PESHAWAR, Pakistan - Gunmen kidnapped an Iranian diplomat after killing his guard Thursday in Peshawar, authorities said, a day after an American aid worker was shot dead in the city in Pakistan's volatile northwest.

The kidnapping was the latest in a string of attacks on foreigners in the region and underscored deteriorating conditions in a region used by al Qaeda and Taliban militants as a staging ground for assaults on U.S. and NATO forces in Afghanistan.

Neither U.S. missile strikes on insurgent targets nor aid efforts in the region appear to have had much impact on stemming the violence.

The Iranian diplomat was driving over a narrow bridge when two armed men blocked his way with their white car and opened fire, said Banaras Khan, a police investigator in Peshawar who cited a witness. He said the Pakistani guard was killed and the attackers dragged the Iranian into their vehicle before fleeing.

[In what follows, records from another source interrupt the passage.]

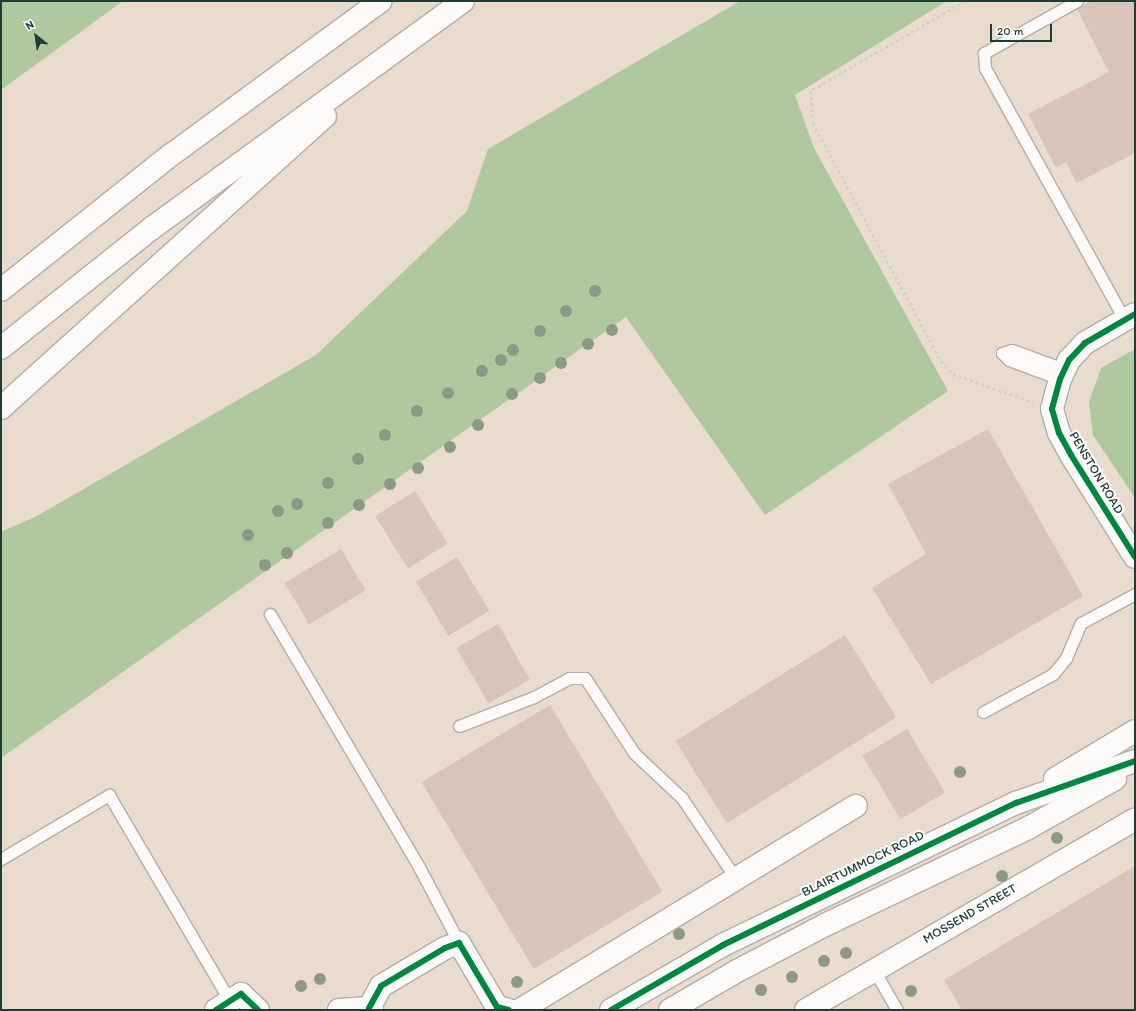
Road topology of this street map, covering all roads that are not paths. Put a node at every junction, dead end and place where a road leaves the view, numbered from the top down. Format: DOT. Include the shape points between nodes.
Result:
graph roads {
  1 [pos="381,1"];
  2 [pos="463,1"];
  3 [pos="1077,1"];
  4 [pos="419,31"];
  5 [pos="1,290"];
  6 [pos="1130,316"];
  7 [pos="1,348"];
  8 [pos="1,408"];
  9 [pos="1135,557"];
  10 [pos="1135,594"];
  11 [pos="270,614"];
  12 [pos="983,712"];
  13 [pos="459,726"];
  14 [pos="1135,731"];
  15 [pos="1135,761"];
  16 [pos="1135,767"];
  17 [pos="1016,803"];
  18 [pos="856,806"];
  19 [pos="1135,819"];
  20 [pos="1,859"];
  21 [pos="736,879"];
  22 [pos="459,943"];
  23 [pos="874,970"];
  24 [pos="223,1005"];
  25 [pos="370,1009"];
  26 [pos="258,1010"];
  27 [pos="339,1010"];
  28 [pos="509,1010"];
  29 [pos="520,1010"];
  30 [pos="611,1010"];
  31 [pos="670,1010"];
  32 [pos="806,1010"];
  33 [pos="897,1010"];
  1 -- 5 [label="main road" via="171,154"];
  2 -- 4 [label="main road"];
  3 -- 6 [label="lane" via="984,53 985,68"];
  4 -- 7 [label="main road" via="152,228"];
  4 -- 8 [label="main road"];
  6 -- 9 [label="main road, PENSTON ROAD" via="1085,343 1062,374 1052,410 1059,433 1071,455"];
  10 -- 12 [label="lane" via="1082,623 1066,658 1053,674"];
  11 -- 22 [label="lane" via="419,867"];
  13 -- 21 [label="lane" via="534,697 569,678 585,678 634,753 682,798"];
  14 -- 17 [label="main road"];
  15 -- 17 [label="main road, BLAIRTUMMOCK ROAD"];
  16 -- 31 [label="main road" via="1028,828 827,924 737,971"];
  17 -- 30 [label="main road, BLAIRTUMMOCK ROAD" via="723,945"];
  18 -- 21 [label="main road"];
  19 -- 23 [label="main road, MOSSEND STREET"];
  20 -- 24 [label="lane" via="109,795"];
  21 -- 29 [label="main road"];
  22 -- 25 [label="main road" via="445,948 381,986"];
  22 -- 28 [label="main road" via="497,1007"];
  23 -- 32 [label="main road, MOSSEND STREET"];
  23 -- 33 [label="lane"];
  24 -- 26 [label="main road" via="241,994"];
  25 -- 27 [label="main road"];
}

Officials identified the diplomat as Heshmatollah Atharzadeh, a commercial attache in Peshawar. Iran's Foreign Ministry spokesman Hasan Qashqavi denounced the abduction as a "terrorist act," according to Iranian state media.

Pakistan's foreign ministry also condemned the attack, for which there was no immediate claim of responsibility, and promised that authorities would take "all necessary measures" to recover Atharzadeh.

Iran and Pakistan are Muslim nations and neighbors who have generally had cordial relations. Still, majority Shiite Iran opposed the hardline Sunni Taliban regime in Afghanistan in the 1990s, while Pakistan supported it. Iran is also an adversary of the U.S., while Pakistan is a close ally of Washington.

Until recently Peshawar, the dusty, sprawling regional capital, was considered relatively safe for foreigners. But residents say criminality as well as militancy appears to be on the rise. It was possible the Iranian was kidnapped for a ransom.

The latest kidnapping happened in the same area where Afghanistan's ambassador-designate was taken in September and his driver killed. The Afghan diplomat is still missing, as are a Chinese engineer and a Polish surveyor who also were kidnapped in the northwest.

On Wednesday, U.S. efforts to help reduce militancy in Pakistan's northwest through development programs were dealt a blow when gunmen shot and killed American Stephen Vance, who worked for CHF International, a U.S.-based aid group.

The group was implementing U.S. government-funded programs to pump $750 million over five years into developing basic infrastructure such as wells and better clinics and roads in the impoverished tribal areas bordering Peshawar.

Vance was attacked as he was being driven from his home to his office in University Town, an upscale area of Peshawar where a top U.S. diplomat narrowly escaped a gun attack a few months ago. Vance's Pakistani driver also was killed.

The northwest's semiautonomous tribal regions are considered possible hiding places for Osama bin Laden and al Qaeda No. 2 Ayman al-Zawahri. Militants use pockets of the northwest as staging grounds for attacks on U.S. and NATO troops in Afghanistan.

The U.S. has stepped up missile strikes on militant targets in the tribal areas, prompting protests from Pakistani leaders.

During a visit to New York on Wednesday, Pakistan's foreign minister warned against the missile strikes, calling them "unproductive."

"They are contributing to alienation as opposed to winning people over," Shah Mahmood Qureshi said.